Try it: Pictures stay out. Everything else in the listing below gets written out exactly.

** Opening The input block **

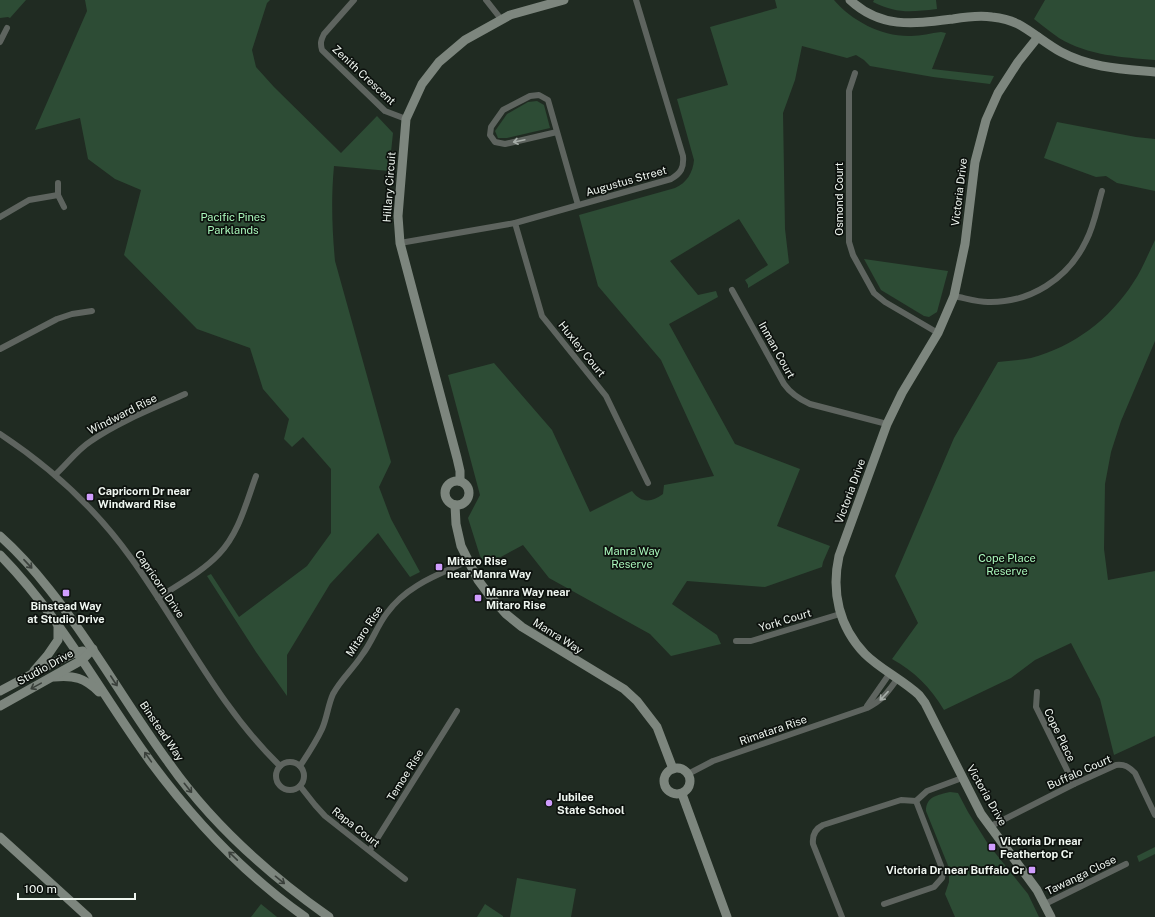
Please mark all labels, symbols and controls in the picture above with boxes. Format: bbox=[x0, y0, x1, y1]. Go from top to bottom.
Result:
street label: Zenith Crescent bbox=[330, 43, 398, 107]
one-way arrow bbox=[513, 137, 526, 145]
street label: Hillary Circuit bbox=[381, 151, 397, 223]
street label: Victoria Drive bbox=[949, 157, 969, 227]
street label: Osmond Court bbox=[833, 162, 845, 236]
street label: Augustus Street bbox=[584, 164, 668, 198]
park label: Pacific Pines Parklands bbox=[200, 211, 266, 236]
street label: Huxley Court bbox=[556, 319, 608, 379]
street label: Inman Court bbox=[757, 320, 797, 380]
street label: Windward Rise bbox=[85, 391, 159, 437]
street label: Victoria Drive bbox=[833, 457, 867, 525]
place label: Capricorn Dr near Windward Rise bbox=[98, 485, 191, 510]
marker: Capricorn Dr near Windward Rise bbox=[85, 492, 95, 502]
park label: Manra Way Reserve bbox=[604, 545, 660, 570]
street label: Capricorn Drive bbox=[133, 548, 187, 620]
park label: Cope Place Reserve bbox=[978, 552, 1036, 577]
place label: Mitaro Rise near Manra Way bbox=[447, 555, 532, 580]
one-way arrow bbox=[23, 558, 32, 569]
marker: Mitaro Rise near Manra Way bbox=[434, 562, 444, 572]
place label: Manra Way near Mitaro Rise bbox=[486, 586, 571, 611]
marker: Binstead Way at Studio Drive bbox=[61, 588, 71, 598]
marker: Manra Way near Mitaro Rise bbox=[473, 593, 483, 603]
place label: Binstead Way at Studio Drive bbox=[27, 600, 105, 625]
street label: Mitaro Rise bbox=[343, 604, 385, 658]
street label: York Court bbox=[757, 606, 813, 634]
street label: Manra Way bbox=[531, 616, 585, 656]
street label: Studio Drive bbox=[15, 647, 75, 687]
one-way arrow bbox=[110, 676, 118, 687]
one-way arrow bbox=[30, 682, 42, 690]
one-way arrow bbox=[880, 691, 889, 701]
street label: Binstead Way bbox=[138, 699, 186, 763]
street label: Cope Place bbox=[1042, 706, 1078, 764]
street label: Rimatara Rise bbox=[738, 713, 808, 747]
street label: Temoe Rise bbox=[384, 747, 426, 803]
one-way arrow bbox=[144, 752, 152, 763]
street label: Buffalo Court bbox=[1045, 753, 1113, 791]
street label: Victoria Drive bbox=[965, 762, 1009, 828]
one-way arrow bbox=[184, 783, 193, 794]
place label: Jubilee State School bbox=[557, 791, 625, 816]
marker: Jubilee State School bbox=[544, 798, 554, 808]
street label: Rapa Court bbox=[330, 805, 382, 849]
place label: Victoria Dr near Feathertop Cr bbox=[1000, 835, 1082, 860]
marker: Victoria Dr near Feathertop Cr bbox=[987, 842, 997, 852]
one-way arrow bbox=[228, 851, 238, 860]
street label: Tawanga Close bbox=[1044, 853, 1118, 897]
place label: Victoria Dr near Buffalo Cr bbox=[886, 864, 1024, 876]
marker: Victoria Dr near Buffalo Cr bbox=[1027, 865, 1037, 875]
scale bar bbox=[18, 875, 135, 901]
one-way arrow bbox=[274, 876, 285, 885]
text: 100 m bbox=[24, 882, 57, 896]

** Closing The input block **

Solution for this problem:
Please mark all labels, symbols and controls in the picture above with boxes. Format: bbox=[x0, y0, x1, y1]. Go from top to bottom.
Result:
street label: Zenith Crescent bbox=[330, 43, 398, 107]
one-way arrow bbox=[513, 137, 526, 145]
street label: Hillary Circuit bbox=[381, 151, 397, 223]
street label: Victoria Drive bbox=[949, 157, 969, 227]
street label: Osmond Court bbox=[833, 162, 845, 236]
street label: Augustus Street bbox=[584, 164, 668, 198]
park label: Pacific Pines Parklands bbox=[200, 211, 266, 236]
street label: Huxley Court bbox=[556, 319, 608, 379]
street label: Inman Court bbox=[757, 320, 797, 380]
street label: Windward Rise bbox=[85, 391, 159, 437]
street label: Victoria Drive bbox=[833, 457, 867, 525]
place label: Capricorn Dr near Windward Rise bbox=[98, 485, 191, 510]
marker: Capricorn Dr near Windward Rise bbox=[85, 492, 95, 502]
park label: Manra Way Reserve bbox=[604, 545, 660, 570]
street label: Capricorn Drive bbox=[133, 548, 187, 620]
park label: Cope Place Reserve bbox=[978, 552, 1036, 577]
place label: Mitaro Rise near Manra Way bbox=[447, 555, 532, 580]
one-way arrow bbox=[23, 558, 32, 569]
marker: Mitaro Rise near Manra Way bbox=[434, 562, 444, 572]
place label: Manra Way near Mitaro Rise bbox=[486, 586, 571, 611]
marker: Binstead Way at Studio Drive bbox=[61, 588, 71, 598]
marker: Manra Way near Mitaro Rise bbox=[473, 593, 483, 603]
place label: Binstead Way at Studio Drive bbox=[27, 600, 105, 625]
street label: Mitaro Rise bbox=[343, 604, 385, 658]
street label: York Court bbox=[757, 606, 813, 634]
street label: Manra Way bbox=[531, 616, 585, 656]
street label: Studio Drive bbox=[15, 647, 75, 687]
one-way arrow bbox=[110, 676, 118, 687]
one-way arrow bbox=[30, 682, 42, 690]
one-way arrow bbox=[880, 691, 889, 701]
street label: Binstead Way bbox=[138, 699, 186, 763]
street label: Cope Place bbox=[1042, 706, 1078, 764]
street label: Rimatara Rise bbox=[738, 713, 808, 747]
street label: Temoe Rise bbox=[384, 747, 426, 803]
one-way arrow bbox=[144, 752, 152, 763]
street label: Buffalo Court bbox=[1045, 753, 1113, 791]
street label: Victoria Drive bbox=[965, 762, 1009, 828]
one-way arrow bbox=[184, 783, 193, 794]
place label: Jubilee State School bbox=[557, 791, 625, 816]
marker: Jubilee State School bbox=[544, 798, 554, 808]
street label: Rapa Court bbox=[330, 805, 382, 849]
place label: Victoria Dr near Feathertop Cr bbox=[1000, 835, 1082, 860]
marker: Victoria Dr near Feathertop Cr bbox=[987, 842, 997, 852]
one-way arrow bbox=[228, 851, 238, 860]
street label: Tawanga Close bbox=[1044, 853, 1118, 897]
place label: Victoria Dr near Buffalo Cr bbox=[886, 864, 1024, 876]
marker: Victoria Dr near Buffalo Cr bbox=[1027, 865, 1037, 875]
scale bar bbox=[18, 875, 135, 901]
one-way arrow bbox=[274, 876, 285, 885]
text: 100 m bbox=[24, 882, 57, 896]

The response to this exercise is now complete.